**TASK OBJECTIVE:**
Find the line with "middle dip: (445, 148)" in the listing below. Write it out exactly, along with every later line up to the final one.

◆ ◆ ◆ ◆ ◆

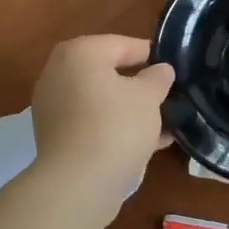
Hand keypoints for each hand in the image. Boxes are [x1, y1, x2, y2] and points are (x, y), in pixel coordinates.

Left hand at [30, 34, 174, 218]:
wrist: (79, 183)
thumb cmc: (116, 125)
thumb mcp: (148, 97)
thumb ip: (157, 78)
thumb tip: (161, 70)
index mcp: (79, 53)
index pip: (123, 45)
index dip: (152, 56)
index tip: (175, 70)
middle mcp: (59, 74)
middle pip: (108, 73)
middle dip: (139, 85)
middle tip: (168, 96)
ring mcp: (54, 107)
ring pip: (101, 101)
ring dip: (129, 110)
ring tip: (163, 122)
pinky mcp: (56, 137)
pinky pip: (93, 123)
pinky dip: (116, 128)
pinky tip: (147, 143)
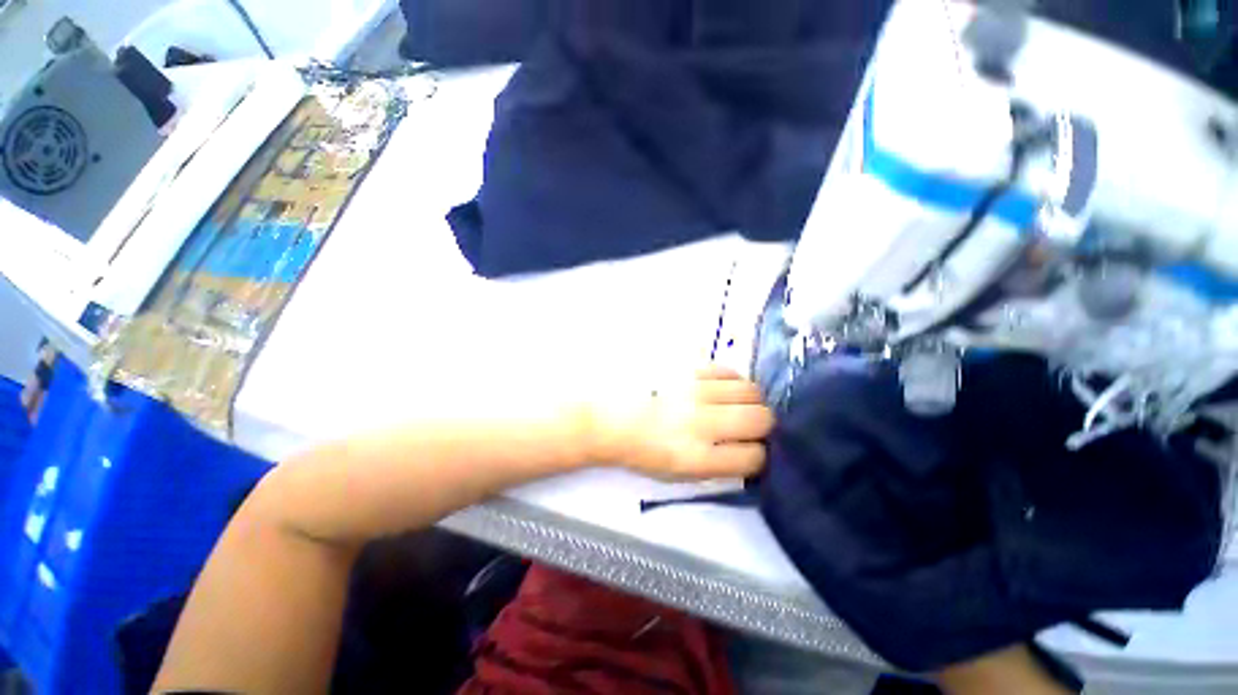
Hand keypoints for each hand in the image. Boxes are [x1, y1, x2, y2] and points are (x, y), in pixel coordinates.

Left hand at [587, 365, 774, 480]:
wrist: (610, 419)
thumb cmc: (643, 452)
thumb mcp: (680, 476)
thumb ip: (719, 467)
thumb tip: (751, 450)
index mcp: (697, 458)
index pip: (754, 456)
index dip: (757, 455)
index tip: (750, 450)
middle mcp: (700, 422)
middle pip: (761, 418)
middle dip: (762, 424)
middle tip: (748, 424)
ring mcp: (694, 391)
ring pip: (750, 390)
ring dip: (750, 400)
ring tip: (734, 404)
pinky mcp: (686, 368)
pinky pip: (727, 370)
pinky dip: (732, 381)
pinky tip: (721, 388)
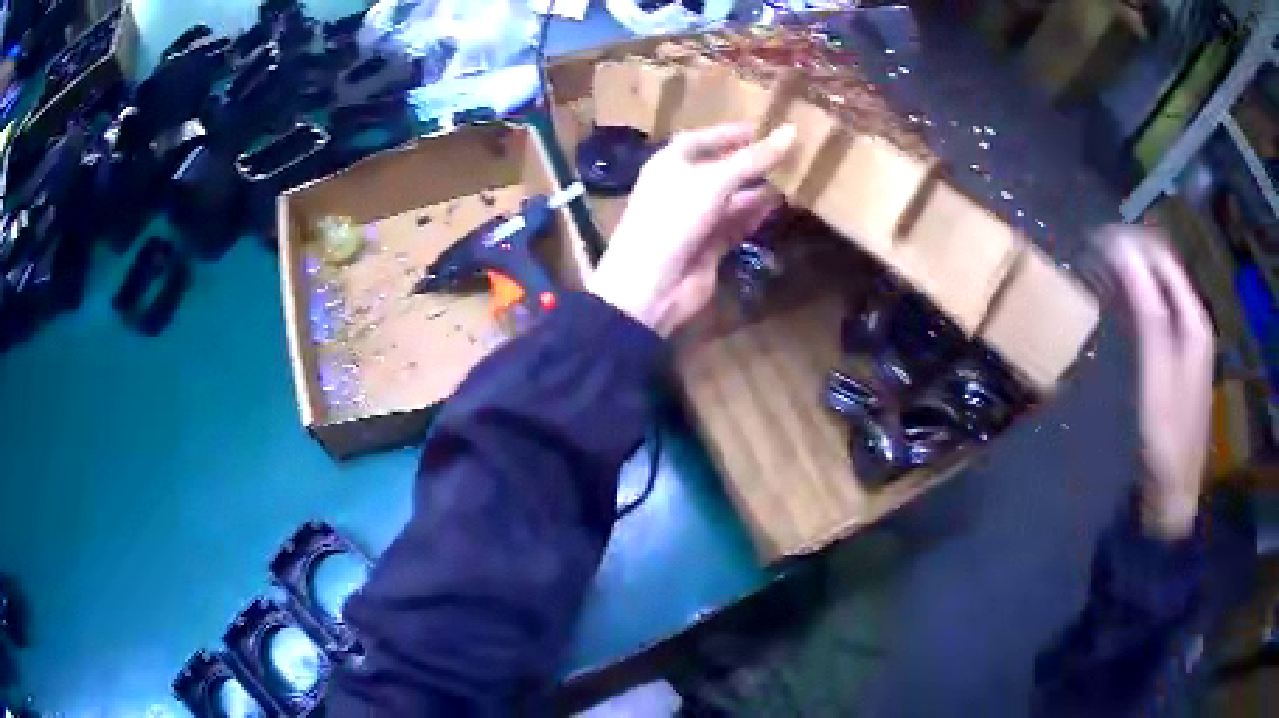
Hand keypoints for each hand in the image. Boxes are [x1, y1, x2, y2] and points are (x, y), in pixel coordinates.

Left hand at [587, 123, 795, 336]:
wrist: (650, 286)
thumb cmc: (674, 219)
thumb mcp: (714, 183)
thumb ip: (753, 159)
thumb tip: (792, 130)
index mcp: (671, 163)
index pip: (702, 139)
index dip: (730, 133)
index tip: (764, 128)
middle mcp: (682, 187)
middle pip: (721, 168)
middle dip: (751, 162)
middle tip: (789, 154)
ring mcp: (695, 218)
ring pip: (732, 198)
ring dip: (759, 189)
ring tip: (794, 178)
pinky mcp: (709, 245)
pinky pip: (736, 224)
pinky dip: (755, 216)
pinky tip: (780, 207)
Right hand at [1101, 227, 1215, 540]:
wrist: (1173, 491)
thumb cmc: (1166, 434)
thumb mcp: (1157, 372)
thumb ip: (1148, 310)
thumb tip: (1125, 253)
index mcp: (1193, 320)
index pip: (1163, 259)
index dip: (1132, 242)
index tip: (1096, 239)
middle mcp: (1193, 322)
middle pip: (1163, 270)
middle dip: (1131, 254)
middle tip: (1093, 252)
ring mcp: (1186, 342)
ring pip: (1159, 290)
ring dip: (1132, 275)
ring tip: (1099, 270)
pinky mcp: (1176, 360)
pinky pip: (1157, 314)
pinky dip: (1136, 301)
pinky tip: (1118, 304)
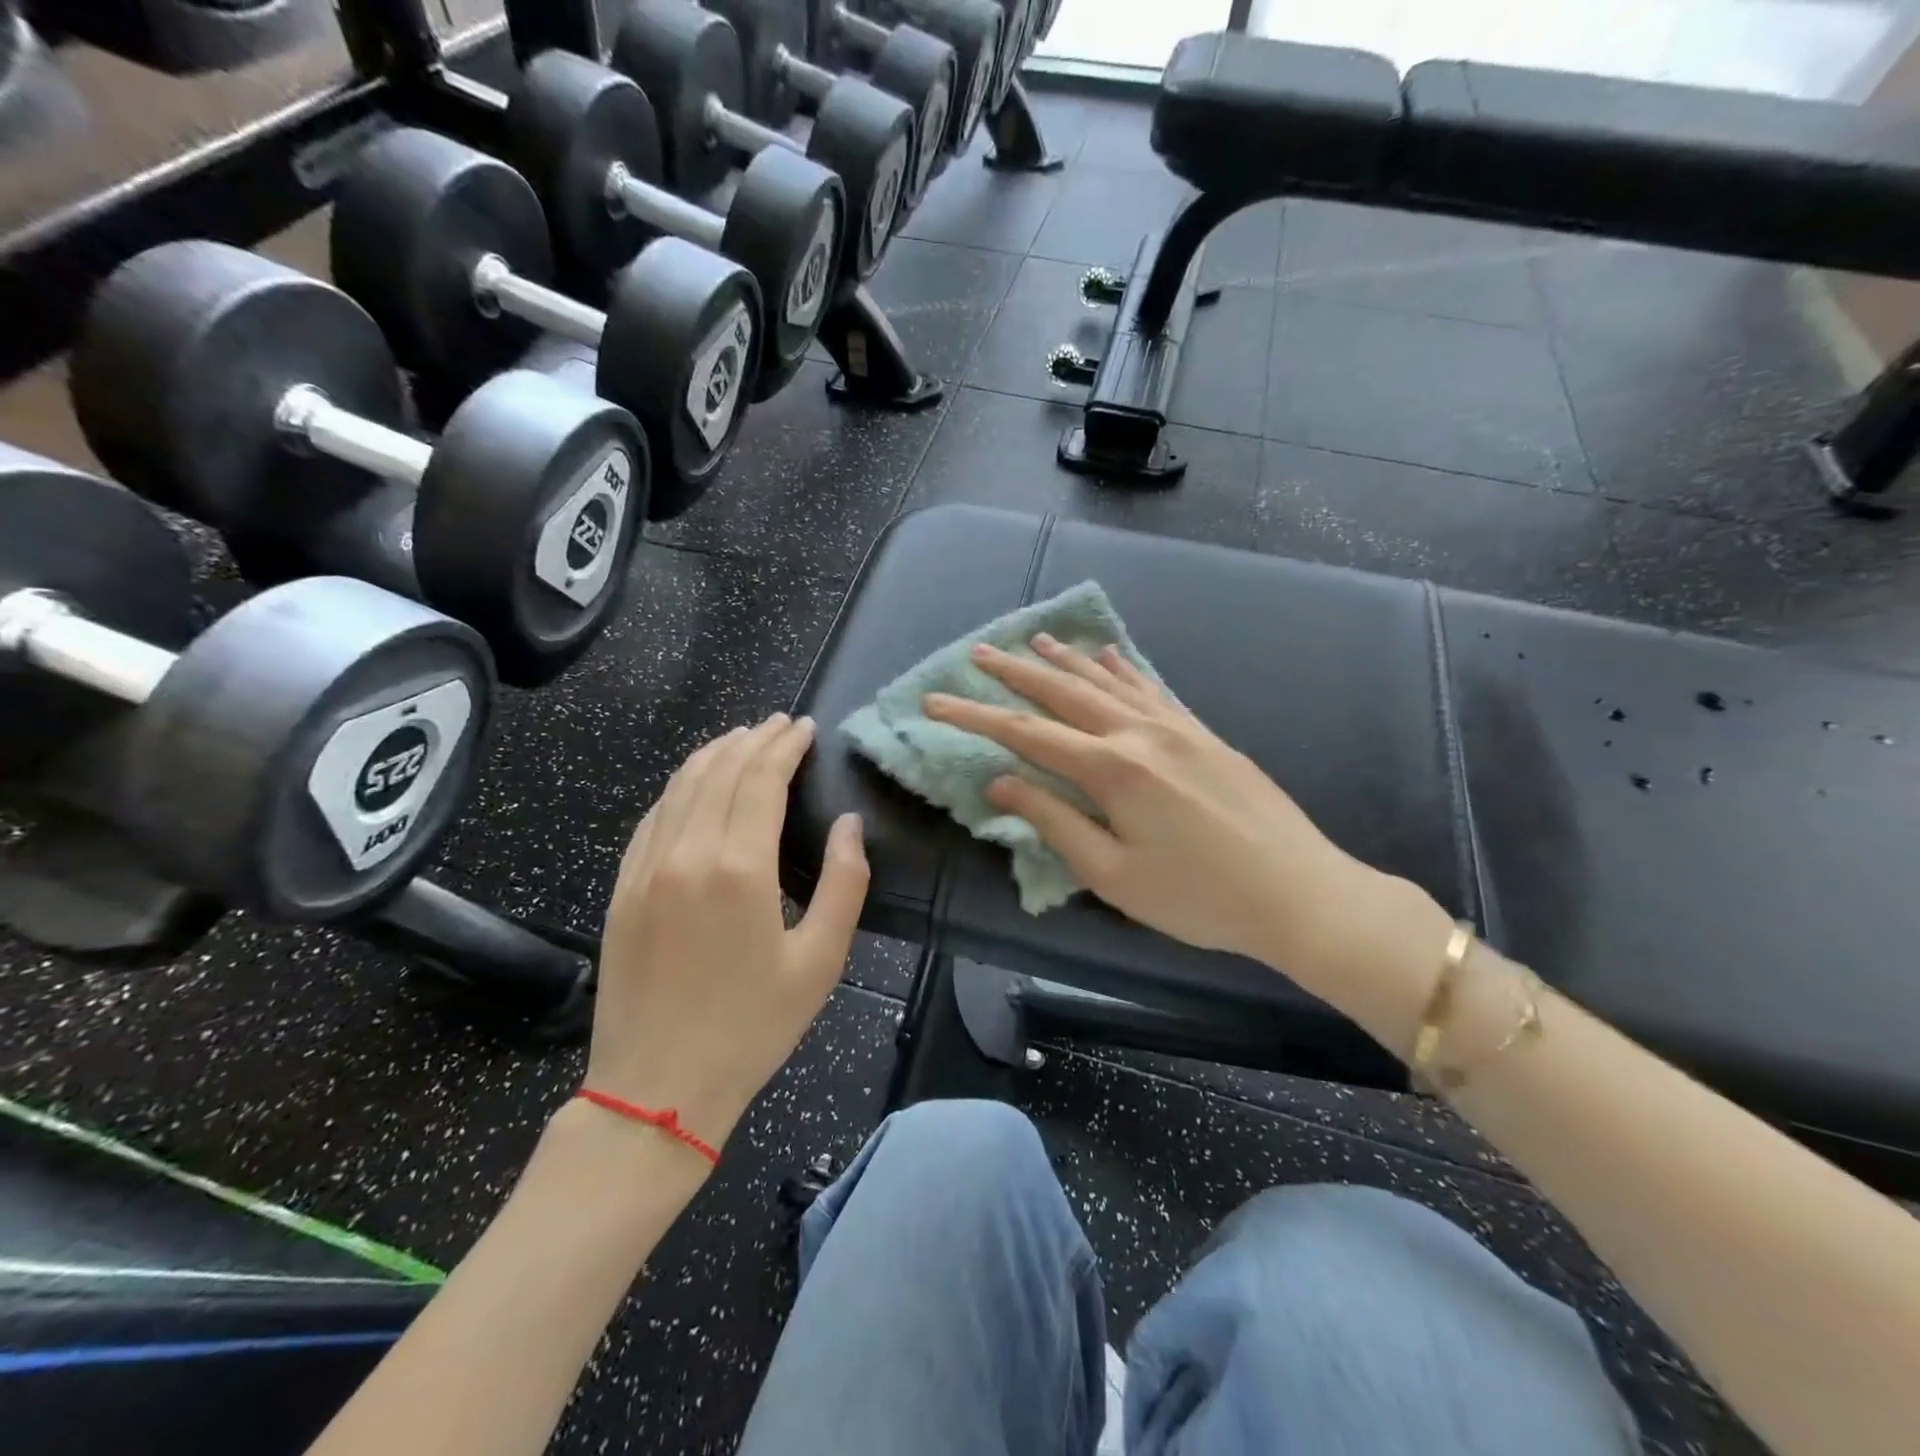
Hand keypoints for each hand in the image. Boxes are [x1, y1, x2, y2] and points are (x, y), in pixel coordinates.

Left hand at [587, 714, 867, 1155]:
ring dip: (714, 754)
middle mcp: (687, 853)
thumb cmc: (751, 1027)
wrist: (656, 1089)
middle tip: (779, 725)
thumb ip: (843, 883)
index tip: (804, 727)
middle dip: (753, 740)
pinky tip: (694, 783)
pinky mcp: (623, 888)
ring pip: (680, 786)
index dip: (784, 746)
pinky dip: (679, 786)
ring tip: (741, 738)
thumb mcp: (820, 961)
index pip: (761, 779)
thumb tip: (848, 824)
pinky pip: (653, 817)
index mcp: (740, 868)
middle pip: (721, 771)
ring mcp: (646, 868)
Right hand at [923, 637, 1439, 1008]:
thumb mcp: (1114, 875)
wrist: (1300, 892)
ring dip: (1065, 660)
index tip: (935, 702)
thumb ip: (1055, 821)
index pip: (1026, 733)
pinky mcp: (1204, 733)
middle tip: (977, 652)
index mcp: (1113, 768)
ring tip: (1032, 639)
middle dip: (1015, 672)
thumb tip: (1002, 781)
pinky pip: (1152, 688)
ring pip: (1108, 681)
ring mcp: (1177, 727)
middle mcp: (1140, 732)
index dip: (975, 717)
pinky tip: (1108, 653)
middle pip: (1064, 693)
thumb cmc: (1199, 898)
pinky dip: (1122, 668)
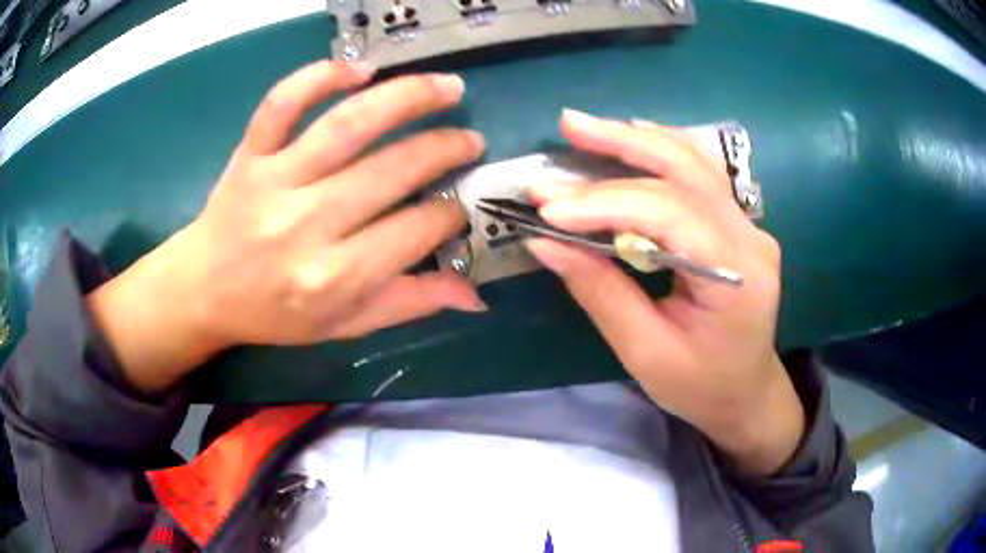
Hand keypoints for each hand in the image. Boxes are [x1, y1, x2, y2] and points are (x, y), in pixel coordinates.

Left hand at [88, 61, 486, 392]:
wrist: (204, 289)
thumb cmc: (275, 312)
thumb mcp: (343, 325)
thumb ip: (408, 304)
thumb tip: (474, 295)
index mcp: (333, 277)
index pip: (415, 230)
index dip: (451, 212)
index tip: (462, 203)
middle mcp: (306, 224)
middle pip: (392, 170)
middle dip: (445, 148)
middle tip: (470, 139)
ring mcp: (274, 181)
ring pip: (349, 125)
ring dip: (407, 98)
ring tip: (447, 87)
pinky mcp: (250, 153)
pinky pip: (283, 103)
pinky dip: (321, 76)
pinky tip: (360, 68)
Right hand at [526, 109, 802, 474]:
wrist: (746, 392)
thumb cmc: (700, 387)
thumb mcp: (646, 353)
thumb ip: (600, 292)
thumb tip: (545, 242)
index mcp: (737, 277)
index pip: (669, 215)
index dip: (605, 203)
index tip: (547, 208)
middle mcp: (750, 238)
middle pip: (686, 170)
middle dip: (622, 145)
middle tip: (568, 126)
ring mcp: (748, 226)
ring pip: (694, 161)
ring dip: (638, 139)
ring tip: (586, 127)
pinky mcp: (736, 224)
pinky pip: (698, 174)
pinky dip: (660, 151)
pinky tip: (630, 139)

◆ ◆ ◆ ◆ ◆

**EXERCISE RESPONSE:**
middle dip: (445, 148)
middle tip: (470, 139)
ring mcp: (274, 181)
ring pip: (349, 125)
ring dip: (407, 98)
ring tip: (447, 87)
pinky mcp: (250, 153)
pinky pip: (283, 103)
pinky dip: (321, 76)
pinky tip: (360, 68)
Right hand at [526, 109, 802, 474]:
wrist: (746, 392)
thumb cmc: (700, 387)
thumb mcp: (646, 353)
thumb ip: (600, 292)
thumb tip: (545, 242)
index mcp: (737, 277)
index pip: (669, 215)
index dip: (605, 203)
index tip: (547, 208)
middle mcp: (750, 238)
middle pip: (686, 170)
middle dip: (622, 145)
middle tip: (568, 126)
ring mcp: (748, 226)
ring pip: (694, 161)
ring dip: (638, 139)
ring tip: (586, 127)
pinky mcp: (736, 224)
pinky pip: (698, 174)
pinky dip: (660, 151)
pinky tip: (630, 139)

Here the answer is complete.